Contention has arisen between opposing views on Confederate monuments in South Carolina. The monuments in question depict southern leaders and historical events surrounding the Civil War and the abolition of slavery.
Some suggest that monuments and statues of the Confederacy depict Southern heritage and should serve as a cautionary tale of a sordid U.S. history. While others belive that elevating and erecting statues and monuments to people who owned slaves, fought for the Confederacy, and gave their lives to preserve slavery sends the wrong message. Statues symbolize glorification, a depiction of something larger than life. For many, especially Black Americans, the Confederacy was the personification of their subjugation, dehumanization, rape, torture, and death. Symbols and icons of this time period are painful to observe and can serve as a reminder that systemic racism is still present in the world today.

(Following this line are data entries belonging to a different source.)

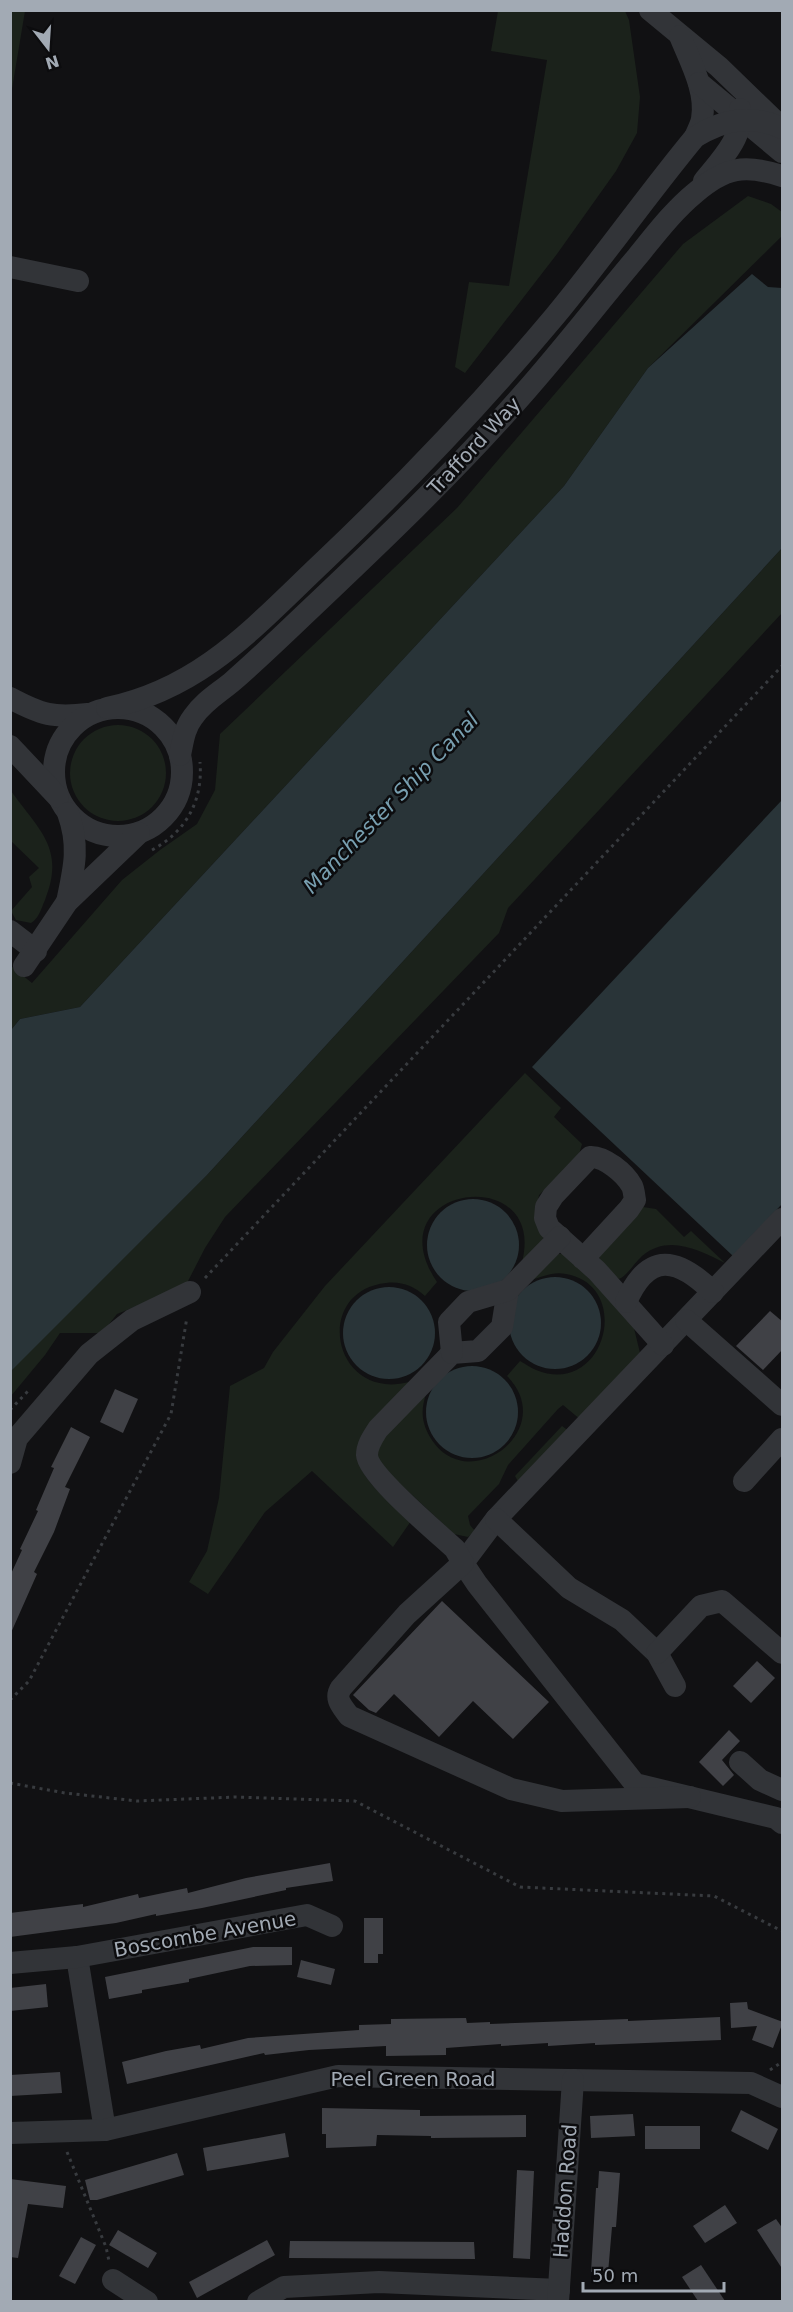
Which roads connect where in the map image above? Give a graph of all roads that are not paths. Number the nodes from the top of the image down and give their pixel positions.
1 (650, 10) edge
2 (679, 33) junction
3 (699, 83) junction
4 (736, 84) junction
5 (742, 119) junction
6 (782, 128) edge
7 (695, 137) junction
8 (783, 152) edge
9 (783, 177) edge
10 (694, 194) junction
11 (10, 267) edge
12 (78, 280) dead end
13 (10, 698) edge
14 (98, 711) junction
15 (10, 746) edge
16 (180, 755) junction
17 (63, 805) junction
18 (139, 833) junction
19 (67, 902) junction
20 (10, 932) edge
21 (783, 1219) edge
22 (560, 1237) junction
23 (584, 1259) junction
24 (508, 1290) junction
25 (190, 1292) road end
26 (713, 1292) junction
27 (626, 1302) junction
28 (686, 1320) junction
29 (663, 1345) junction
30 (452, 1353) junction
31 (783, 1405) edge
32 (783, 1439) edge
33 (10, 1463) edge
34 (744, 1481) dead end
35 (496, 1519) junction
36 (464, 1563) junction
37 (657, 1653) junction
38 (783, 1653) edge
39 (675, 1686) dead end
40 (740, 1762) dead end
41 (782, 1788) edge
42 (690, 1797) junction
43 (779, 1820) edge
44 (332, 1926) dead end
45 (77, 1957) junction
46 (10, 1963) edge
47 (573, 2080) junction
48 (783, 2097) edge
49 (105, 2130) junction
50 (10, 2133) edge
51 (113, 2280) road end
52 (378, 2292) edge
53 (558, 2296) edge
54 (147, 2301) edge
55 (258, 2301) edge

1 - 2 street
2 - 3 street
2 - 4 street
3 - 5 street
3 - 7 street
4 - 5 street
4 - 6 street
5 - 6 street
5 - 7 street
5 - 8 street
5 - 10 street
7 - 14 street, Trafford Way
9 - 10 street, Trafford Way
10 - 16 street, Trafford Way
11 - 12 street
13 - 14 street
14 - 16 street
14 - 17 street
15 - 17 street
16 - 18 street
17 - 18 street
17 - 19 street
18 - 19 street
19 - 20 street
21 - 26 street
22 - 23 street
22 - 23 street
22 - 24 street
23 - 27 street
24 - 30 street
24 - 30 street
25 - 33 street
26 - 27 street
26 - 28 street
27 - 29 street
28 - 29 street
28 - 31 street
29 - 35 street
30 - 36 street
32 - 34 street
35 - 36 street
35 - 37 street
36 - 42 street
36 - 42 street
37 - 38 street
37 - 39 street
40 - 41 street
41 - 43 street
42 - 43 street
44 - 45 street, Boscombe Avenue
45 - 46 street, Boscombe Avenue
45 - 49 street
47 - 48 street, Peel Green Road
47 - 49 street, Peel Green Road
47 - 53 street, Haddon Road
49 - 50 street, Peel Green Road
51 - 54 street
52 - 53 street
52 - 55 street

The question arises of whether it is more important to preserve a gruesome history as a warning to future generations by depicting Confederate leaders and slave owners in monuments or to draw attention to the revolting history of slavery and racism in the United States by erecting monuments to Civil Rights activists like Harriet Tubman and Frederick Douglass. Is it possible to remember the past and avoid repeating it without appearing to glorify the hate of the past?
Those who support monuments to Confederate leaders believe that the past cannot be changed and should not be hidden or subjected to censorship. They are a stark reminder of our mistakes and will forever be part of our present and future. However, the very definition of a monument is "a statue, building, or other structure erected to commemorate a famous or notable person or event." If the idea was not to glorify slavery and white supremacy, a monument dedicated to the Confederacy would be counteractive.
Racism and bigotry are still embedded in the fabric of present-day society. The history of Redlining, police brutality, and harsher sentences for minorities, is evidence that the effects of slavery persist.
Preserving the Confederacy through statues and symbols was never meant to be admonishing or a teachable moment. Unknown to many, these monuments' sponsors were not inclined to acknowledge the Confederacy's mistakes but an attempt to exalt the South's undying will.
After the Civil War and up to the early 1900s, southern secession history was comprehensively rewritten. According to David W. Blight, Ph.D. and Yale University professor on American history, the South revised their history and fashioned a narrative that "…they were fighting to hold back the massive industrialization of America, they were trying to preserve rural agrarian civilization."
Due to this revising, the intentions of sponsors of these southern monuments followed the same line of thought. According to Karen Cox, historian of the University of North Carolina, the United Daughters of the Confederacy sponsored several monuments of Confederate personalities, "…to prepare future generations of white Southerners to respect and defend the principles of the Confederacy."
Clearly, these monuments' very intention was to glorify the South and its principles. It shows continued opposition to the ethics and morality of what America is today.
The monuments, statues, and symbols of the Confederacy, slavery, and racism are not a celebration of Southern heritage nor a lesson against repeating history. They are more like the roots of white supremacy and white nationalism attempting to creep their way back into society under the disguise of a hood.